(Beginning of Supplied records)

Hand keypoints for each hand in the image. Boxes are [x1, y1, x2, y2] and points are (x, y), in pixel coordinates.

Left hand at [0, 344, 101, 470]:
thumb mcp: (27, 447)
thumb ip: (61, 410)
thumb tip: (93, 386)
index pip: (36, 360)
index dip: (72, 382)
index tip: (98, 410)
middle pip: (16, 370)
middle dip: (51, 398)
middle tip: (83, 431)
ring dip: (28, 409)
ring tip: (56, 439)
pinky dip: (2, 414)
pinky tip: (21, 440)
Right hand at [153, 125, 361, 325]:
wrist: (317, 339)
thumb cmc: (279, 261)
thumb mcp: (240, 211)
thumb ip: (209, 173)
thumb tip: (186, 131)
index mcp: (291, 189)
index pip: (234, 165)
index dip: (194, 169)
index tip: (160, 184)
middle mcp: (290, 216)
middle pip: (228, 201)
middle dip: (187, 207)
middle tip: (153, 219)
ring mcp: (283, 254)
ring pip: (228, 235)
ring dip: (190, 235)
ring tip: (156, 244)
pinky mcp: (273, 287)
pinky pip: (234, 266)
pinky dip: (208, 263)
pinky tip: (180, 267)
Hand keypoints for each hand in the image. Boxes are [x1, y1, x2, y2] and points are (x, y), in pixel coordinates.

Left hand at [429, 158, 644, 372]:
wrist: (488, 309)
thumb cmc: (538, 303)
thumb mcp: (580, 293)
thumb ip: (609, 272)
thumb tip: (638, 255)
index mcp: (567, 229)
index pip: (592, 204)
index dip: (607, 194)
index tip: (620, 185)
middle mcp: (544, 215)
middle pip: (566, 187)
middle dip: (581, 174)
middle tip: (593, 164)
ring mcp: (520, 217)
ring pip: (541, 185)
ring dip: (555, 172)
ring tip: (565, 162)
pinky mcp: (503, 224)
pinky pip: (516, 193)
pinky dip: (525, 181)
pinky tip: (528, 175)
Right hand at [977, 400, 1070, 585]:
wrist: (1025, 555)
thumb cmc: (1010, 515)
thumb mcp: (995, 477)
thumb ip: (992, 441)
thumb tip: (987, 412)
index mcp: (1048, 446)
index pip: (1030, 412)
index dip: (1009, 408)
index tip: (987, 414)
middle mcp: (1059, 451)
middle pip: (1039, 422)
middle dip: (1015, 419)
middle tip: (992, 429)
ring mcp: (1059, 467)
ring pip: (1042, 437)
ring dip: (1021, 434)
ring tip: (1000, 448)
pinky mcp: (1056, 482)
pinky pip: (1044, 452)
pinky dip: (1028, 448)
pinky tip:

(End of Supplied records)

Aim of the exercise :: In the listing above, find the line with "pinky dip: (525, 181)" and the line with "index dip: (1009, 408)"; output exactly those lines and all lines between them.

Solution for this problem ::
pinky dip: (525, 181)
pinky tip: (528, 175)
Right hand at [977, 400, 1070, 585]:
wrist: (1025, 555)
thumb cmc: (1010, 515)
thumb mcp: (995, 477)
thumb ip: (992, 441)
thumb tip: (987, 412)
index mcp: (1048, 446)
index pip: (1030, 412)
index dip: (1009, 408)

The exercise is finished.